** Opening TASK INPUT block **
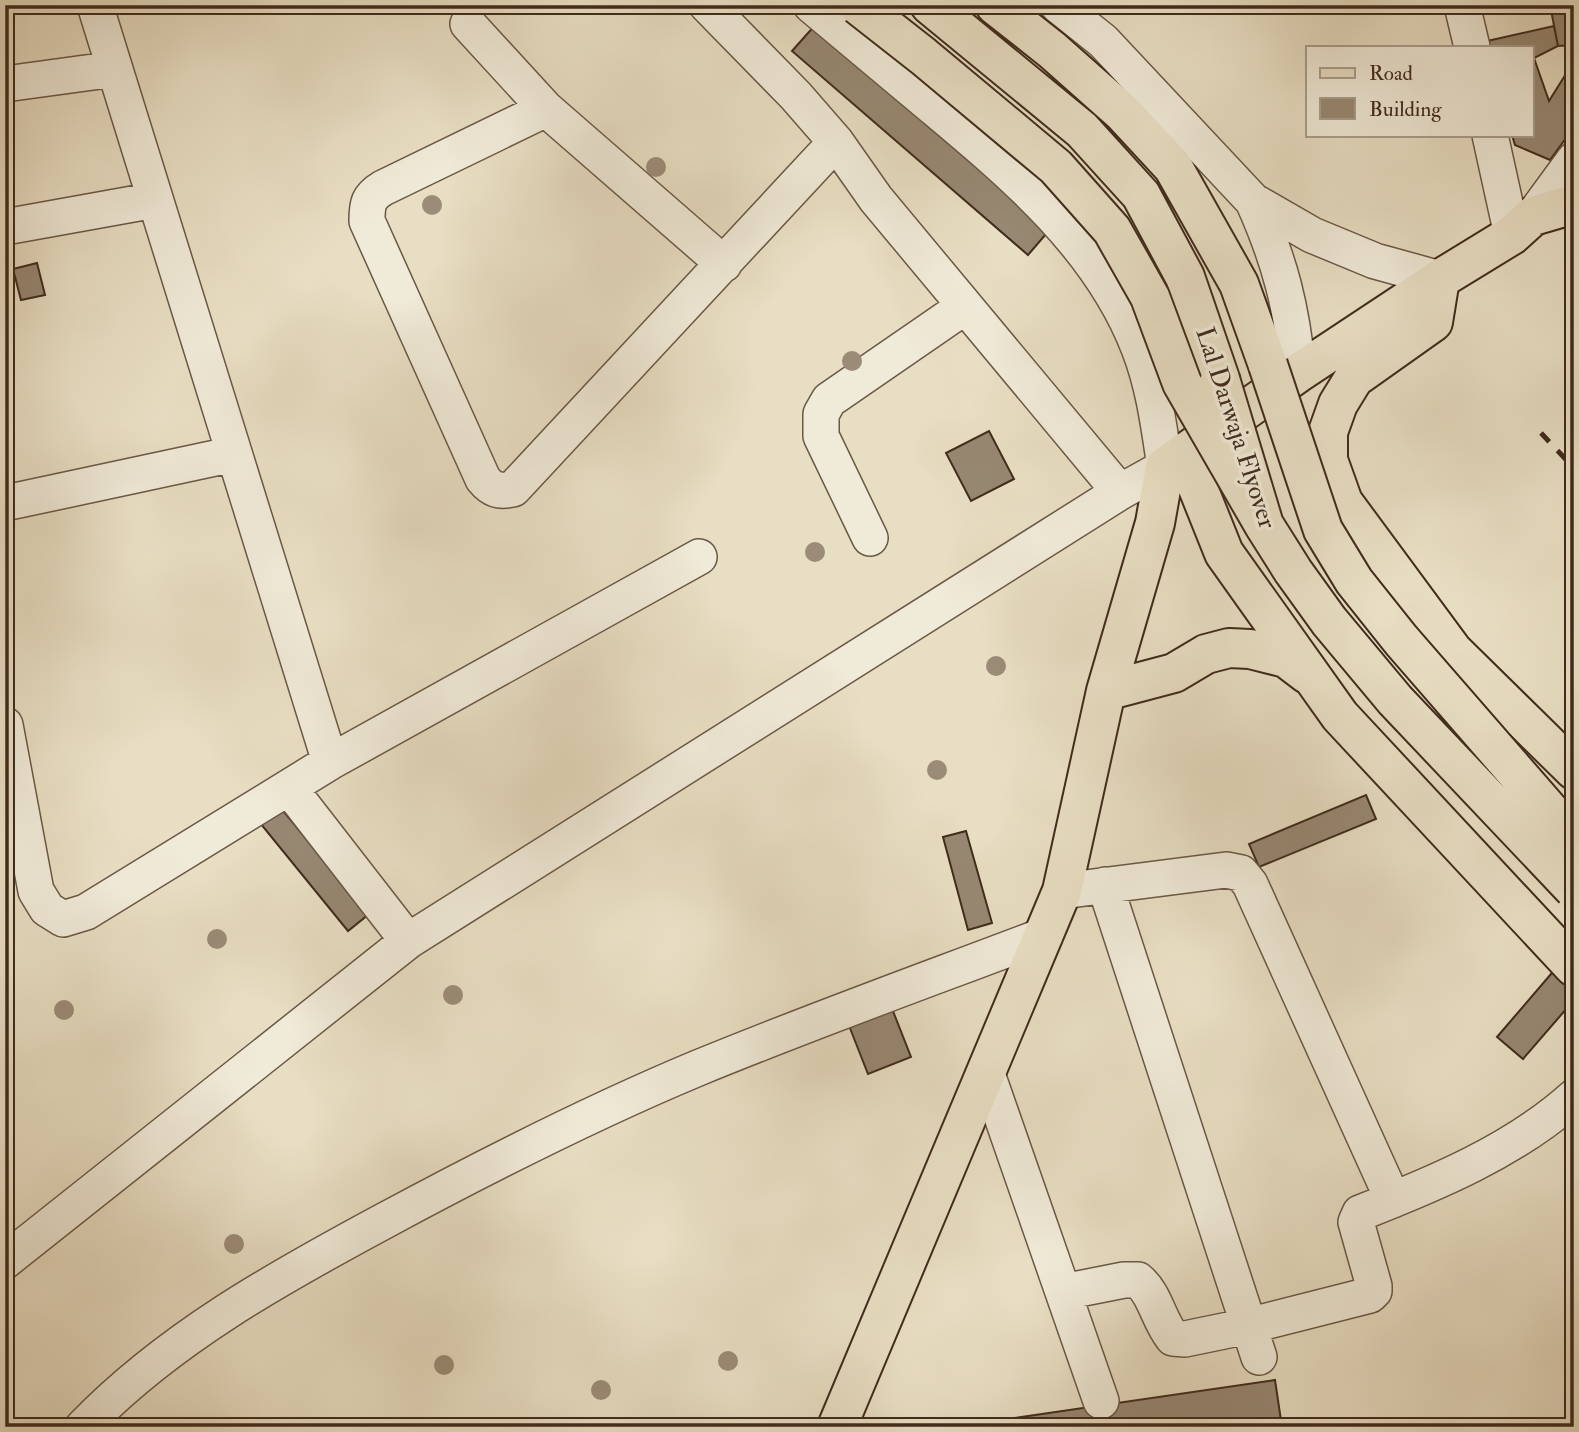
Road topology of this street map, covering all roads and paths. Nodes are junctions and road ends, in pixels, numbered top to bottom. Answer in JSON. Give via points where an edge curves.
{"nodes":[{"id":1,"x":95,"y":5,"type":"edge"},
{"id":2,"x":707,"y":5,"type":"edge"},
{"id":3,"x":811,"y":5,"type":"edge"},
{"id":4,"x":858,"y":5,"type":"edge"},
{"id":5,"x":930,"y":5,"type":"edge"},
{"id":6,"x":995,"y":5,"type":"edge"},
{"id":7,"x":1058,"y":5,"type":"edge"},
{"id":8,"x":1462,"y":5,"type":"edge"},
{"id":9,"x":468,"y":24,"type":"dead end"},
{"id":10,"x":1472,"y":46,"type":"edge"},
{"id":11,"x":115,"y":69,"type":"junction"},
{"id":12,"x":5,"y":84,"type":"edge"},
{"id":13,"x":546,"y":109,"type":"junction"},
{"id":14,"x":1490,"y":136,"type":"edge"},
{"id":15,"x":835,"y":142,"type":"junction"},
{"id":16,"x":1574,"y":160,"type":"edge"},
{"id":17,"x":155,"y":200,"type":"junction"},
{"id":18,"x":1253,"y":201,"type":"junction"},
{"id":19,"x":1573,"y":204,"type":"edge"},
{"id":20,"x":1523,"y":226,"type":"junction"},
{"id":21,"x":5,"y":227,"type":"edge"},
{"id":22,"x":724,"y":264,"type":"junction"},
{"id":23,"x":1440,"y":279,"type":"junction"},
{"id":24,"x":964,"y":307,"type":"junction"},
{"id":25,"x":1298,"y":373,"type":"junction"},
{"id":26,"x":234,"y":454,"type":"junction"},
{"id":27,"x":1174,"y":460,"type":"junction"},
{"id":28,"x":1120,"y":492,"type":"junction"},
{"id":29,"x":5,"y":503,"type":"edge"},
{"id":30,"x":1264,"y":525,"type":"junction"},
{"id":31,"x":870,"y":538,"type":"dead end"},
{"id":32,"x":699,"y":558,"type":"dead end"},
{"id":33,"x":1312,"y":677,"type":"junction"},
{"id":34,"x":1107,"y":691,"type":"junction"},
{"id":35,"x":5,"y":725,"type":"edge"},
{"id":36,"x":330,"y":762,"type":"junction"},
{"id":37,"x":1574,"y":770,"type":"edge"},
{"id":38,"x":290,"y":789,"type":"junction"},
{"id":39,"x":1574,"y":839,"type":"edge"},
{"id":40,"x":1105,"y":885,"type":"junction"},
{"id":41,"x":1574,"y":889,"type":"edge"},
{"id":42,"x":1062,"y":891,"type":"junction"},
{"id":43,"x":1045,"y":934,"type":"junction"},
{"id":44,"x":408,"y":941,"type":"junction"},
{"id":45,"x":1574,"y":967,"type":"edge"},
{"id":46,"x":986,"y":1071,"type":"junction"},
{"id":47,"x":1574,"y":1097,"type":"edge"},
{"id":48,"x":1393,"y":1200,"type":"junction"},
{"id":49,"x":5,"y":1261,"type":"edge"},
{"id":50,"x":1063,"y":1292,"type":"junction"},
{"id":51,"x":1253,"y":1342,"type":"junction"},
{"id":52,"x":1101,"y":1401,"type":"dead end"},
{"id":53,"x":83,"y":1427,"type":"edge"},
{"id":54,"x":837,"y":1427,"type":"edge"}],
"edges":[{"from":1,"to":11,"type":"street"},
{"from":2,"to":15,"type":"street"},
{"from":3,"to":27,"type":"street","via":[[992,156],[1069,232],[1114,298],[1139,347]]},
{"from":4,"to":30,"type":"main road","bridge":true,"via":[[1056,167],[1112,230],[1150,297],[1182,383]]},
{"from":5,"to":30,"type":"main road","name":"Lal Darwaja Flyover","bridge":true,"via":[[1082,130],[1141,195],[1185,277]]},
{"from":6,"to":39,"type":"main road","name":"Lal Darwaja Flyover","bridge":true,"via":[[1123,113],[1173,167],[1239,284],[1323,530],[1354,581],[1401,640]]},
{"from":7,"to":18,"type":"street","via":[[1103,41]]},
{"from":8,"to":10,"type":"street"},
{"from":9,"to":13,"type":"street"},
{"from":11,"to":12,"type":"street"},
{"from":11,"to":17,"type":"street"},
{"from":13,"to":22,"type":"street"},
{"from":13,"to":22,"type":"street","via":[[383,188],[367,203],[367,221],[491,489],[513,489]]},
{"from":14,"to":20,"type":"street"},
{"from":15,"to":22,"type":"street"},
{"from":15,"to":24,"type":"street"},
{"from":16,"to":20,"type":"street"},
{"from":17,"to":21,"type":"street"},
{"from":17,"to":26,"type":"street"},
{"from":18,"to":23,"type":"street","via":[[1312,236],[1375,261]]},
{"from":18,"to":25,"type":"street","via":[[1285,285]]},
{"from":19,"to":20,"type":"main road"},
{"from":20,"to":23,"type":"main road"},
{"from":23,"to":25,"type":"main road"},
{"from":23,"to":37,"type":"main road","via":[[1433,323],[1354,378],[1328,432],[1328,460],[1343,502],[1453,651]]},
{"from":24,"to":28,"type":"street"},
{"from":24,"to":31,"type":"street","via":[[829,400],[821,414],[821,436]]},
{"from":25,"to":27,"type":"main road"},
{"from":26,"to":29,"type":"street"},
{"from":26,"to":36,"type":"street"},
{"from":27,"to":28,"type":"street"},
{"from":27,"to":33,"type":"main road","via":[[1224,553]]},
{"from":27,"to":34,"type":"main road"},
{"from":28,"to":44,"type":"street"},
{"from":30,"to":41,"type":"main road","name":"Lal Darwaja Flyover","bridge":true,"via":[[1329,621],[1387,691]]},
{"from":32,"to":36,"type":"street"},
{"from":33,"to":34,"type":"main road","via":[[1286,658],[1229,648],[1206,654],[1174,673]]},
{"from":33,"to":45,"type":"main road","via":[[1340,716]]},
{"from":34,"to":42,"type":"main road"},
{"from":35,"to":38,"type":"street","via":[[36,891],[47,909],[63,919],[86,912]]},
{"from":36,"to":38,"type":"street"},
{"from":38,"to":44,"type":"street"},
{"from":40,"to":42,"type":"street"},
{"from":40,"to":48,"type":"street","via":[[1226,870],[1241,873],[1250,884]]},
{"from":40,"to":51,"type":"street"},
{"from":42,"to":43,"type":"main road"},
{"from":43,"to":46,"type":"main road"},
{"from":43,"to":53,"type":"street","via":[[697,1068],[494,1162],[293,1270],[211,1320],[106,1402]]},
{"from":44,"to":49,"type":"street"},
{"from":46,"to":50,"type":"street"},
{"from":46,"to":54,"type":"main road"},
{"from":47,"to":48,"type":"street","via":[[1501,1149]]},
{"from":48,"to":51,"type":"street","via":[[1357,1216],[1374,1291]]},
{"from":50,"to":51,"type":"street","via":[[1138,1280],[1149,1289],[1165,1329],[1174,1338]]},
{"from":50,"to":52,"type":"street"}]}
** Closing TASK INPUT block **
## ABOUT THIS EXERCISE
A single figure is expected: the count of lines in the data above that include the word "bridge".

## TASK RESPONSE
4